TASK DIRECTIONS: Without the pictures, set down everything in the listing exactly.

**** EXTRACTED DATA ****

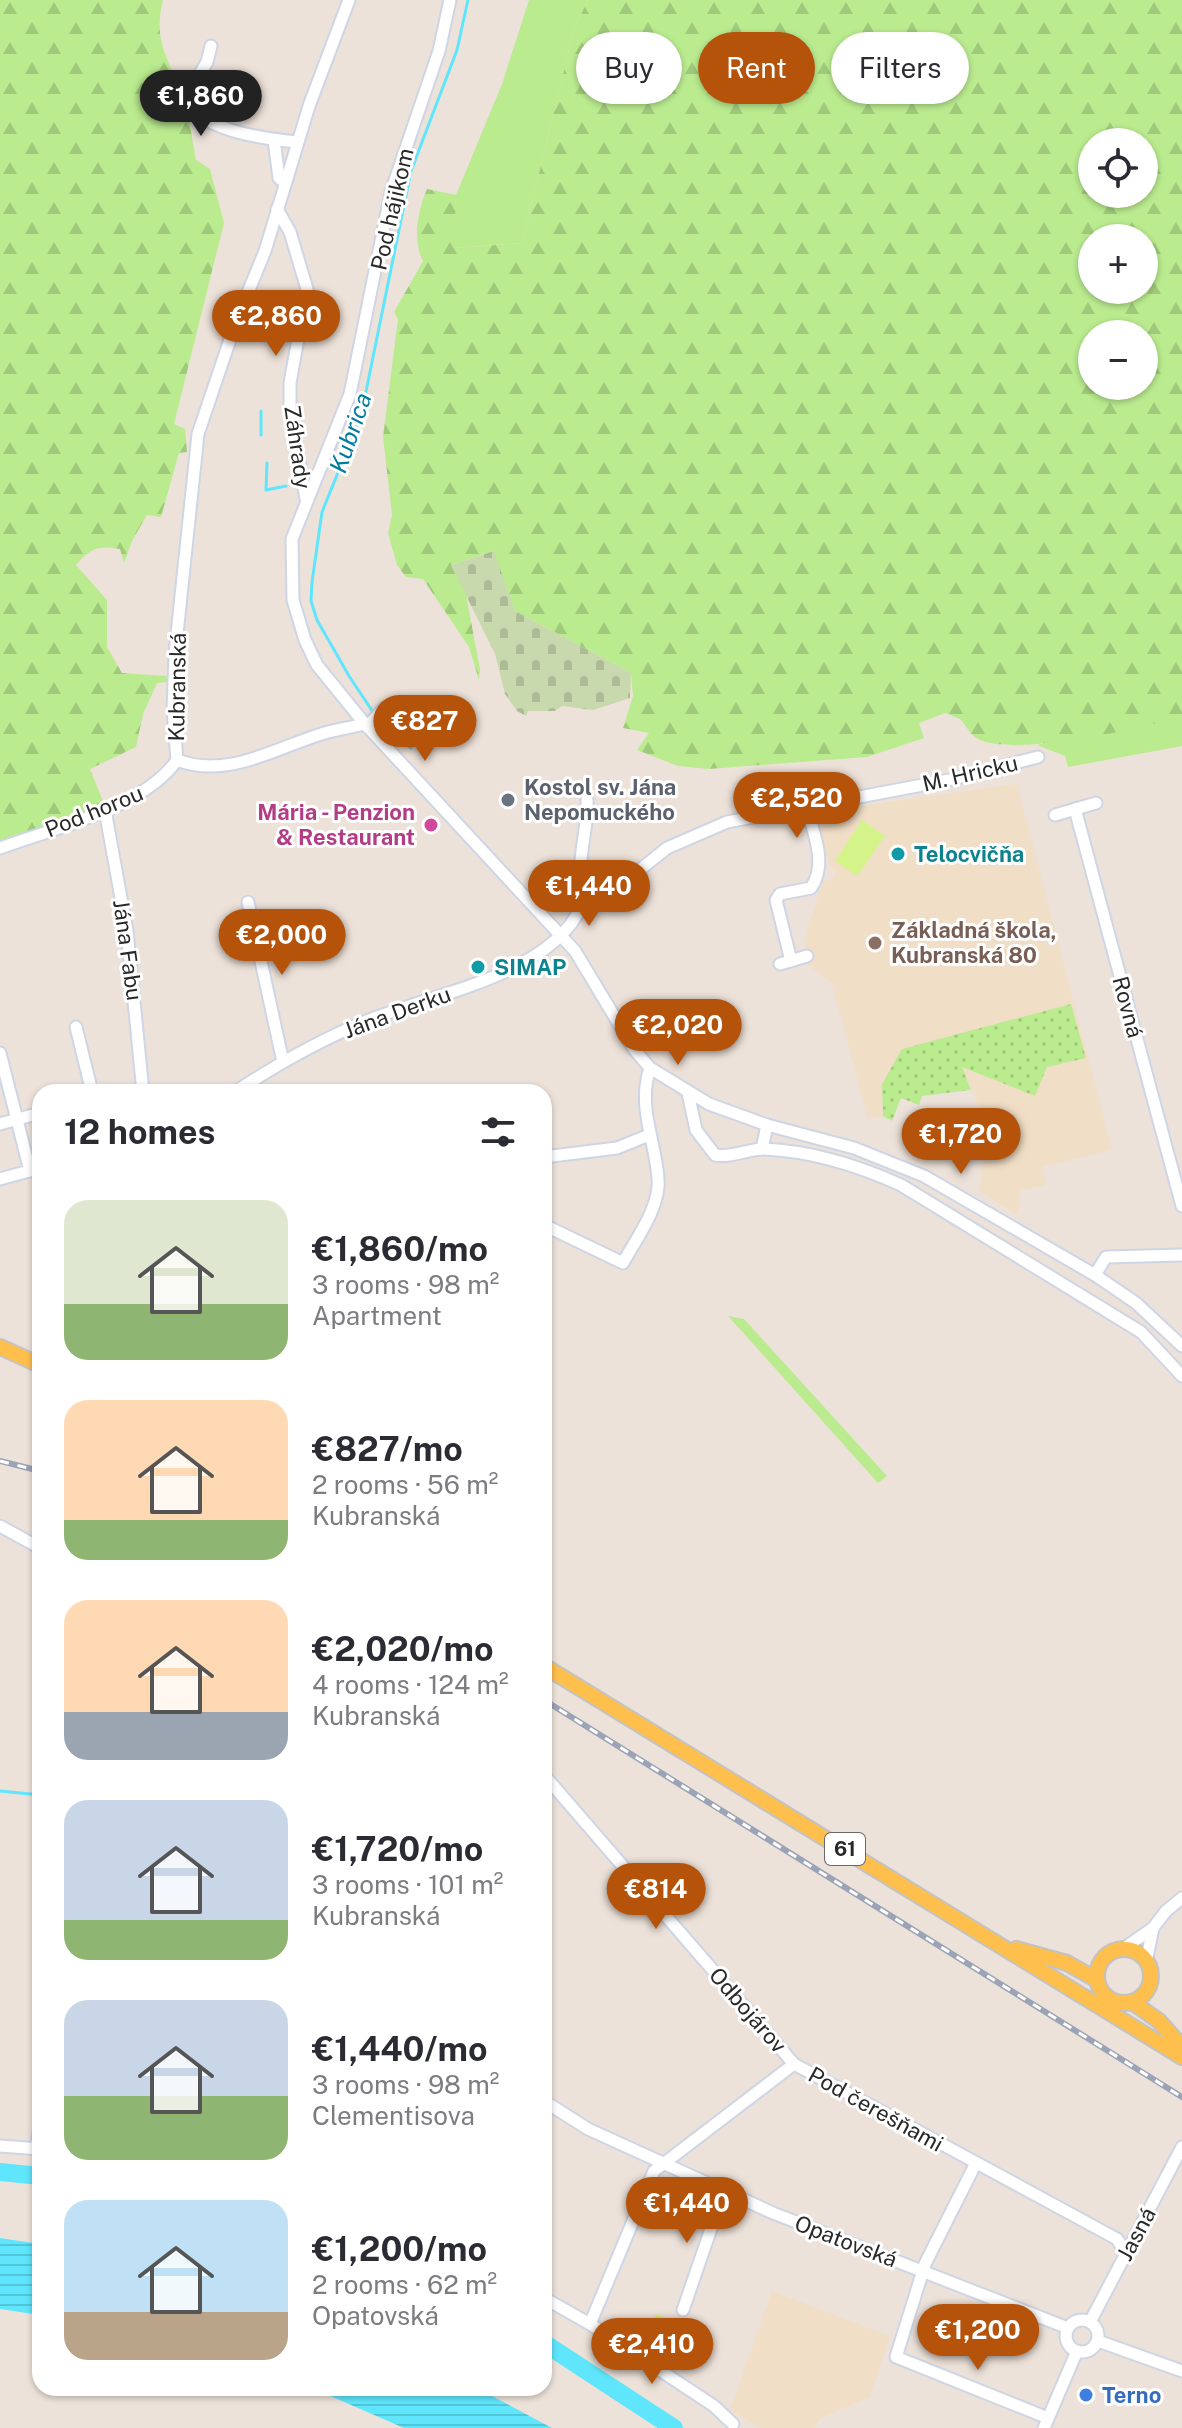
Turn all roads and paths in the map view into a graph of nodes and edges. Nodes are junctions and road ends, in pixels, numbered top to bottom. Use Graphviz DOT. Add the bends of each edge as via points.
graph roads {
  1 [pos="349,0"];
  2 [pos="450,0"];
  3 [pos="211,46"];
  4 [pos="274,140"];
  5 [pos="297,142"];
  6 [pos="284,182"];
  7 [pos="277,209"];
  8 [pos="306,501"];
  9 [pos="373,720"];
  10 [pos="1038,757"];
  11 [pos="177,760"];
  12 [pos="587,800"];
  13 [pos="1096,803"];
  14 [pos="807,807"];
  15 [pos="1075,809"];
  16 [pos="105,810"];
  17 [pos="1055,815"];
  18 [pos="0,848"];
  19 [pos="585,896"];
  20 [pos="248,902"];
  21 [pos="561,936"];
  22 [pos="807,956"];
  23 [pos="76,1027"];
  24 [pos="0,1053"];
  25 [pos="283,1062"];
  26 [pos="650,1068"];
  27 [pos="90,1084"];
  28 [pos="142,1084"];
  29 [pos="248,1084"];
  30 [pos="688,1093"];
  31 [pos="32,1115"];
  32 [pos="19,1119"];
  33 [pos="0,1124"];
  34 [pos="767,1125"];
  35 [pos="649,1135"];
  36 [pos="824,1140"];
  37 [pos="762,1149"];
  38 [pos="552,1156"];
  39 [pos="819,1158"];
  40 [pos="32,1160"];
  41 [pos="910,1169"];
  42 [pos="32,1171"];
  43 [pos="0,1179"];
  44 [pos="901,1185"];
  45 [pos="1182,1206"];
  46 [pos="995,1215"];
  47 [pos="552,1229"];
  48 [pos="984,1235"];
  49 [pos="1182,1255"];
  50 [pos="1074,1263"];
  51 [pos="1095,1275"];
  52 [pos="1062,1281"];
  53 [pos="1153,1317"];
  54 [pos="1141,1332"];
  55 [pos="1182,1346"];
  56 [pos="0,1347"];
  57 [pos="32,1361"];
  58 [pos="1182,1376"];
  59 [pos="0,1526"];
  60 [pos="32,1544"];
  61 [pos="552,1671"];
  62 [pos="552,1784"];
  63 [pos="1182,1898"];
  64 [pos="1153,1928"];
  65 [pos="990,1937"];
  66 [pos="1123,1949"];
  67 [pos="1103,1959"];
  68 [pos="1146,1962"];
  69 [pos="1067,1963"];
  70 [pos="1097,1980"];
  71 [pos="1148,1989"];
  72 [pos="1132,2002"];
  73 [pos="1159,2021"];
  74 [pos="1182,2047"];
  75 [pos="1182,2057"];
  76 [pos="794,2064"];
  77 [pos="552,2106"];
  78 [pos="0,2146"];
  79 [pos="1182,2147"];
  80 [pos="32,2148"];
  81 [pos="976,2163"];
  82 [pos="665,2165"];
  83 [pos="724,2191"];
  84 [pos="1126,2253"];
  85 [pos="923,2270"];
  86 [pos="552,2303"];
  87 [pos="683,2310"];
  88 [pos="1090,2322"];
  89 [pos="590,2324"];
  90 [pos="1068,2328"];
  91 [pos="1098,2341"];
  92 [pos="1077,2351"];
  93 [pos="1182,2371"];
  94 [pos="1046,2423"];
  95 [pos="733,2424"];
  1 -- 5 [label="street, Kubranská"];
  2 -- 8 [label="street, Pod hájikom" via="439,51 391,192 359,362"];
  3 -- 4 [label="street" via="188,94 191,107 206,121"];
  4 -- 5 [label="street"];
  4 -- 6 [label="street"];
  5 -- 6 [label="street, Kubranská"];
  6 -- 7 [label="street, Kubranská"];
  7 -- 8 [label="street, Záhrady" via="290,232 307,289 290,409"];
  7 -- 11 [label="street, Kubranská" via="198,434 175,653"];
  8 -- 9 [label="street, Pod hájikom" via="290,555 299,620 317,665"];
  9 -- 11 [label="street, Kubranská" via="220,767"];
  9 -- 21 [label="street"];
  10 -- 14 [label="street, M. Hricku"];
  11 -- 16 [label="street, Pod horou" via="150,789"];
  12 -- 19 [label="street"];
  13 -- 15 [label="street"];
  14 -- 19 [label="street, M. Hricku" via="704,830 667,848 626,881"];
  14 -- 22 [label="street" via="821,864 816,881 811,888 780,894 776,900 786,963"];
  15 -- 17 [label="street"];
  15 -- 45 [label="street, Rovná"];
  16 -- 18 [label="street, Pod horou"];
  16 -- 28 [label="street, Jána Fabu" via="127,931"];
  19 -- 21 [label="street"];
  20 -- 25 [label="street"];
  21 -- 25 [label="street, Jána Derku" via="541,953 428,1002 369,1020"];
  21 -- 26 [label="street"];
  23 -- 27 [label="street"];
  24 -- 32 [label="street"];
  25 -- 29 [label="street, Jána Derku"];
  26 -- 30 [label="street"];
  26 -- 35 [label="street" via="644,1089"];
  30 -- 34 [label="street"];
  30 -- 37 [label="street" via="696,1130 710,1152 721,1157"];
  31 -- 32 [label="street"];
  32 -- 33 [label="street"];
  32 -- 40 [label="street"];
  34 -- 36 [label="street"];
  34 -- 37 [label="street"];
  35 -- 38 [label="street" via="617,1148"];
  35 -- 47 [label="street" via="659,1180 653,1206 623,1263"];
  36 -- 39 [label="street"];
  36 -- 41 [label="street"];
  37 -- 39 [label="street"];
  39 -- 44 [label="street"];
  41 -- 44 [label="street"];
  41 -- 46 [label="street"];
  42 -- 43 [label="street"];
  44 -- 48 [label="street"];
  46 -- 48 [label="street"];
  46 -- 50 [label="street"];
  48 -- 52 [label="street"];
  49 -- 51 [label="street" via="1106,1257"];
  50 -- 51 [label="street"];
  50 -- 52 [label="street"];
  51 -- 53 [label="street"];
  52 -- 54 [label="street"];
  53 -- 54 [label="street"];
  53 -- 55 [label="street"];
  54 -- 58 [label="street"];
  56 -- 57 [label="main road"];
  59 -- 60 [label="street"];
  61 -- 65 [label="main road, 61"];
  62 -- 76 [label="street, Odbojárov"];
  63 -- 64 [label="street"];
  64 -- 66 [label="street"];
  64 -- 68 [label="street"];
  65 -- 69 [label="main road, 61"];
  65 -- 75 [label="main road, 61"];
  66 -- 67 [label="main road, 61"];
  66 -- 68 [label="main road" via="1137,1952"];
  67 -- 69 [label="main road, 61"];
  67 -- 70 [label="main road"];
  68 -- 71 [label="main road, 61"];
  69 -- 70 [label="main road, 61"];
  70 -- 72 [label="main road, 61" via="1109,1999"];
  71 -- 72 [label="main road"];
  71 -- 73 [label="main road, 61"];
  72 -- 73 [label="main road, 61"];
  73 -- 74 [label="main road, 61"];
  76 -- 81 [label="street, Pod čerešňami"];
  76 -- 82 [label="street, Pod čerešňami"];
  77 -- 82 [label="street, Opatovská"];
  78 -- 80 [label="street"];
  79 -- 84 [label="street, Jasná"];
  81 -- 84 [label="street, Pod čerešňami" via="1117,2239"];
  81 -- 85 [label="street"];
  82 -- 83 [label="street, Opatovská"];
  82 -- 89 [label="street, Pod čerešňami" via="654,2171"];
  83 -- 85 [label="street, Opatovská"];
  83 -- 87 [label="street"];
  84 -- 88 [label="street, Jasná"];
  85 -- 90 [label="street, Opatovská"];
  85 -- 94 [label="street" via="896,2357"];
  86 -- 89 [label="street"];
  88 -- 90 [label="street" via="1080,2320"];
  88 -- 91 [label="street"];
  89 -- 95 [label="street"];
  90 -- 92 [label="street" via="1067,2342"];
  91 -- 92 [label="street" via="1087,2352"];
  91 -- 93 [label="street"];
  92 -- 94 [label="street"];
}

****

WRITTEN SOLUTION:
Turn all roads and paths in the map view into a graph of nodes and edges. Nodes are junctions and road ends, in pixels, numbered top to bottom. Use Graphviz DOT. Add the bends of each edge as via points.
graph roads {
  1 [pos="349,0"];
  2 [pos="450,0"];
  3 [pos="211,46"];
  4 [pos="274,140"];
  5 [pos="297,142"];
  6 [pos="284,182"];
  7 [pos="277,209"];
  8 [pos="306,501"];
  9 [pos="373,720"];
  10 [pos="1038,757"];
  11 [pos="177,760"];
  12 [pos="587,800"];
  13 [pos="1096,803"];
  14 [pos="807,807"];
  15 [pos="1075,809"];
  16 [pos="105,810"];
  17 [pos="1055,815"];
  18 [pos="0,848"];
  19 [pos="585,896"];
  20 [pos="248,902"];
  21 [pos="561,936"];
  22 [pos="807,956"];
  23 [pos="76,1027"];
  24 [pos="0,1053"];
  25 [pos="283,1062"];
  26 [pos="650,1068"];
  27 [pos="90,1084"];
  28 [pos="142,1084"];
  29 [pos="248,1084"];
  30 [pos="688,1093"];
  31 [pos="32,1115"];
  32 [pos="19,1119"];
  33 [pos="0,1124"];
  34 [pos="767,1125"];
  35 [pos="649,1135"];
  36 [pos="824,1140"];
  37 [pos="762,1149"];
  38 [pos="552,1156"];
  39 [pos="819,1158"];
  40 [pos="32,1160"];
  41 [pos="910,1169"];
  42 [pos="32,1171"];
  43 [pos="0,1179"];
  44 [pos="901,1185"];
  45 [pos="1182,1206"];
  46 [pos="995,1215"];
  47 [pos="552,1229"];
  48 [pos="984,1235"];
  49 [pos="1182,1255"];
  50 [pos="1074,1263"];
  51 [pos="1095,1275"];
  52 [pos="1062,1281"];
  53 [pos="1153,1317"];
  54 [pos="1141,1332"];
  55 [pos="1182,1346"];
  56 [pos="0,1347"];
  57 [pos="32,1361"];
  58 [pos="1182,1376"];
  59 [pos="0,1526"];
  60 [pos="32,1544"];
  61 [pos="552,1671"];
  62 [pos="552,1784"];
  63 [pos="1182,1898"];
  64 [pos="1153,1928"];
  65 [pos="990,1937"];
  66 [pos="1123,1949"];
  67 [pos="1103,1959"];
  68 [pos="1146,1962"];
  69 [pos="1067,1963"];
  70 [pos="1097,1980"];
  71 [pos="1148,1989"];
  72 [pos="1132,2002"];
  73 [pos="1159,2021"];
  74 [pos="1182,2047"];
  75 [pos="1182,2057"];
  76 [pos="794,2064"];
  77 [pos="552,2106"];
  78 [pos="0,2146"];
  79 [pos="1182,2147"];
  80 [pos="32,2148"];
  81 [pos="976,2163"];
  82 [pos="665,2165"];
  83 [pos="724,2191"];
  84 [pos="1126,2253"];
  85 [pos="923,2270"];
  86 [pos="552,2303"];
  87 [pos="683,2310"];
  88 [pos="1090,2322"];
  89 [pos="590,2324"];
  90 [pos="1068,2328"];
  91 [pos="1098,2341"];
  92 [pos="1077,2351"];
  93 [pos="1182,2371"];
  94 [pos="1046,2423"];
  95 [pos="733,2424"];
  1 -- 5 [label="street, Kubranská"];
  2 -- 8 [label="street, Pod hájikom" via="439,51 391,192 359,362"];
  3 -- 4 [label="street" via="188,94 191,107 206,121"];
  4 -- 5 [label="street"];
  4 -- 6 [label="street"];
  5 -- 6 [label="street, Kubranská"];
  6 -- 7 [label="street, Kubranská"];
  7 -- 8 [label="street, Záhrady" via="290,232 307,289 290,409"];
  7 -- 11 [label="street, Kubranská" via="198,434 175,653"];
  8 -- 9 [label="street, Pod hájikom" via="290,555 299,620 317,665"];
  9 -- 11 [label="street, Kubranská" via="220,767"];
  9 -- 21 [label="street"];
  10 -- 14 [label="street, M. Hricku"];
  11 -- 16 [label="street, Pod horou" via="150,789"];
  12 -- 19 [label="street"];
  13 -- 15 [label="street"];
  14 -- 19 [label="street, M. Hricku" via="704,830 667,848 626,881"];
  14 -- 22 [label="street" via="821,864 816,881 811,888 780,894 776,900 786,963"];
  15 -- 17 [label="street"];
  15 -- 45 [label="street, Rovná"];
  16 -- 18 [label="street, Pod horou"];
  16 -- 28 [label="street, Jána Fabu" via="127,931"];
  19 -- 21 [label="street"];
  20 -- 25 [label="street"];
  21 -- 25 [label="street, Jána Derku" via="541,953 428,1002 369,1020"];
  21 -- 26 [label="street"];
  23 -- 27 [label="street"];
  24 -- 32 [label="street"];
  25 -- 29 [label="street, Jána Derku"];
  26 -- 30 [label="street"];
  26 -- 35 [label="street" via="644,1089"];
  30 -- 34 [label="street"];
  30 -- 37 [label="street" via="696,1130 710,1152 721,1157"];
  31 -- 32 [label="street"];
  32 -- 33 [label="street"];
  32 -- 40 [label="street"];
  34 -- 36 [label="street"];
  34 -- 37 [label="street"];
  35 -- 38 [label="street" via="617,1148"];
  35 -- 47 [label="street" via="659,1180 653,1206 623,1263"];
  36 -- 39 [label="street"];
  36 -- 41 [label="street"];
  37 -- 39 [label="street"];
  39 -- 44 [label="street"];
  41 -- 44 [label="street"];
  41 -- 46 [label="street"];
  42 -- 43 [label="street"];
  44 -- 48 [label="street"];
  46 -- 48 [label="street"];
  46 -- 50 [label="street"];
  48 -- 52 [label="street"];
  49 -- 51 [label="street" via="1106,1257"];
  50 -- 51 [label="street"];
  50 -- 52 [label="street"];
  51 -- 53 [label="street"];
  52 -- 54 [label="street"];
  53 -- 54 [label="street"];
  53 -- 55 [label="street"];
  54 -- 58 [label="street"];
  56 -- 57 [label="main road"];
  59 -- 60 [label="street"];
  61 -- 65 [label="main road, 61"];
  62 -- 76 [label="street, Odbojárov"];
  63 -- 64 [label="street"];
  64 -- 66 [label="street"];
  64 -- 68 [label="street"];
  65 -- 69 [label="main road, 61"];
  65 -- 75 [label="main road, 61"];
  66 -- 67 [label="main road, 61"];
  66 -- 68 [label="main road" via="1137,1952"];
  67 -- 69 [label="main road, 61"];
  67 -- 70 [label="main road"];
  68 -- 71 [label="main road, 61"];
  69 -- 70 [label="main road, 61"];
  70 -- 72 [label="main road, 61" via="1109,1999"];
  71 -- 72 [label="main road"];
  71 -- 73 [label="main road, 61"];
  72 -- 73 [label="main road, 61"];
  73 -- 74 [label="main road, 61"];
  76 -- 81 [label="street, Pod čerešňami"];
  76 -- 82 [label="street, Pod čerešňami"];
  77 -- 82 [label="street, Opatovská"];
  78 -- 80 [label="street"];
  79 -- 84 [label="street, Jasná"];
  81 -- 84 [label="street, Pod čerešňami" via="1117,2239"];
  81 -- 85 [label="street"];
  82 -- 83 [label="street, Opatovská"];
  82 -- 89 [label="street, Pod čerešňami" via="654,2171"];
  83 -- 85 [label="street, Opatovská"];
  83 -- 87 [label="street"];
  84 -- 88 [label="street, Jasná"];
  85 -- 90 [label="street, Opatovská"];
  85 -- 94 [label="street" via="896,2357"];
  86 -- 89 [label="street"];
  88 -- 90 [label="street" via="1080,2320"];
  88 -- 91 [label="street"];
  89 -- 95 [label="street"];
  90 -- 92 [label="street" via="1067,2342"];
  91 -- 92 [label="street" via="1087,2352"];
  91 -- 93 [label="street"];
  92 -- 94 [label="street"];
}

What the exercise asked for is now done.